AI Article Synopsis

  • New therapies for geographic atrophy (GA) are now available, allowing for better management in clinical settings.
  • A living systematic review found that inhibiting complement factors C3 and C5 may reduce the growth of GA over 12 and 24 months, with little difference in side effects compared to sham treatments.
  • However, these treatments do not seem to improve visual acuity significantly and may lead to more ocular adverse effects and new cases of neovascular age-related macular degeneration.

Article Abstract

With the introduction of therapies to treat geographic atrophy (GA), GA management in clinical practice is now possible. A living systematic review can provide access to timely and robust evidence synthesis. This review found that complement factor 3 and 5 (C3 and C5) inhibition compared to sham likely reduces change in square root GA area at 12 months and untransformed GA area at 24 months. There is likely little to no difference in the rate of systemic treatment-emergent adverse events compared to sham.
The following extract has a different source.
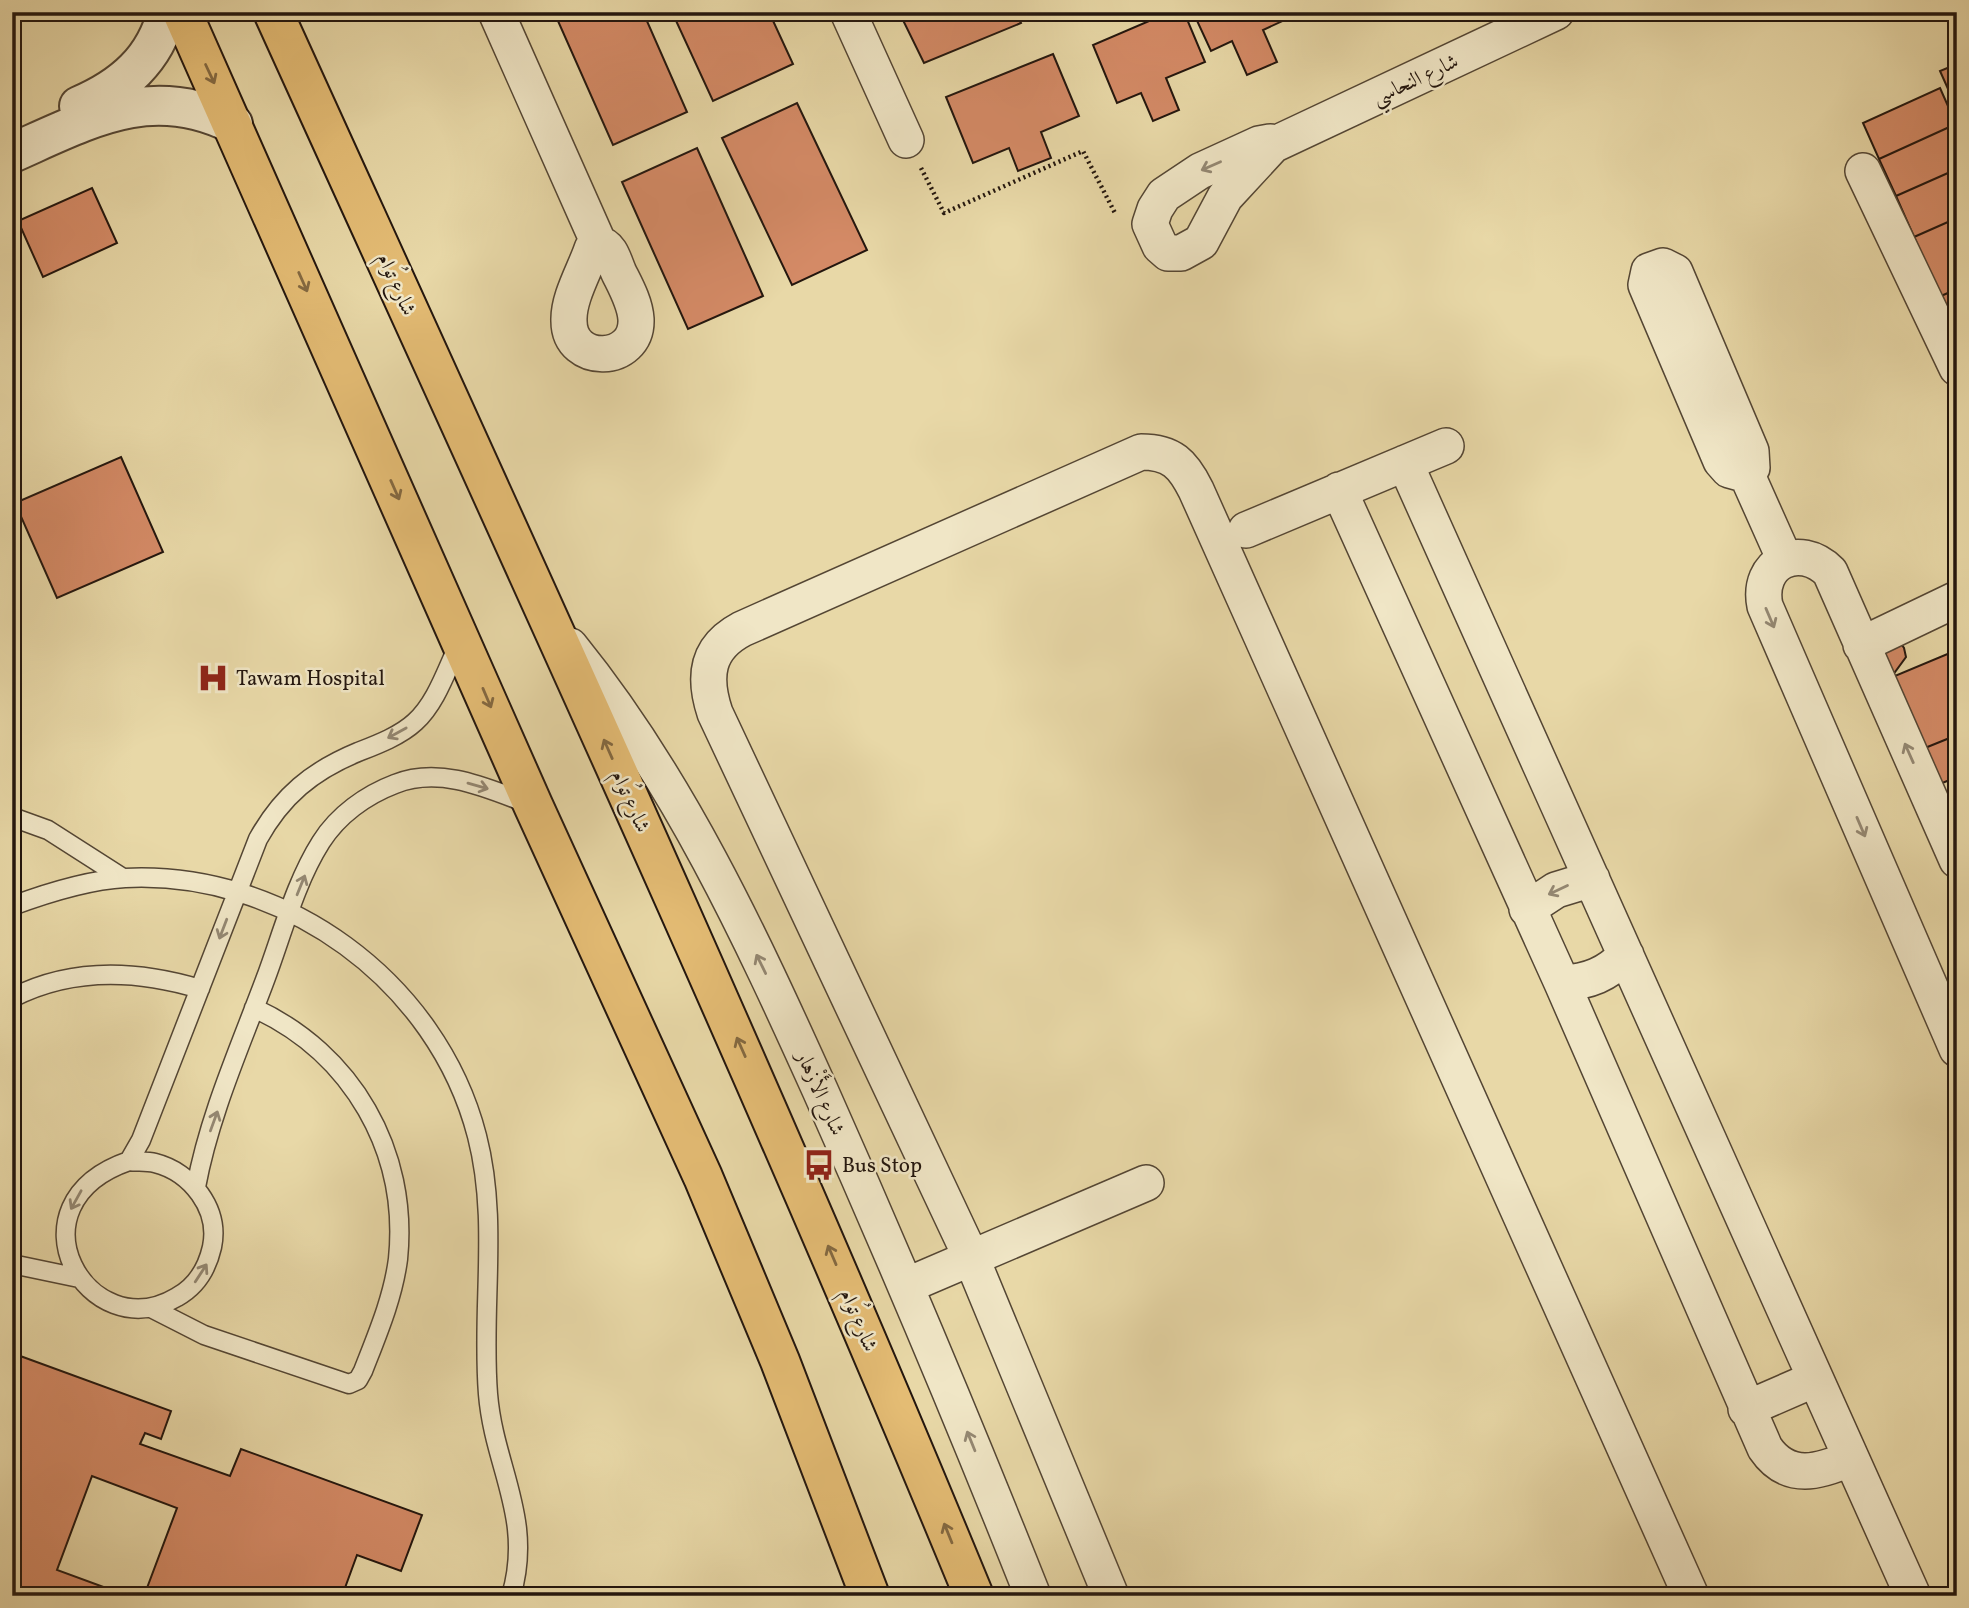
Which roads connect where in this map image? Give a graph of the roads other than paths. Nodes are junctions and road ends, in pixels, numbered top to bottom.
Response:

C3 and C5 inhibition, however, likely does not improve best-corrected visual acuity (BCVA) at 12 months, and the evidence is uncertain regarding change in BCVA at 24 months. Higher rates of ocular treatment emergent adverse effects with complement inhibition occur at 12 months and likely at 24 months. Complement inhibition likely results in new onset neovascular age-related macular degeneration at 12 months. This living meta-analysis will continuously incorporate new evidence.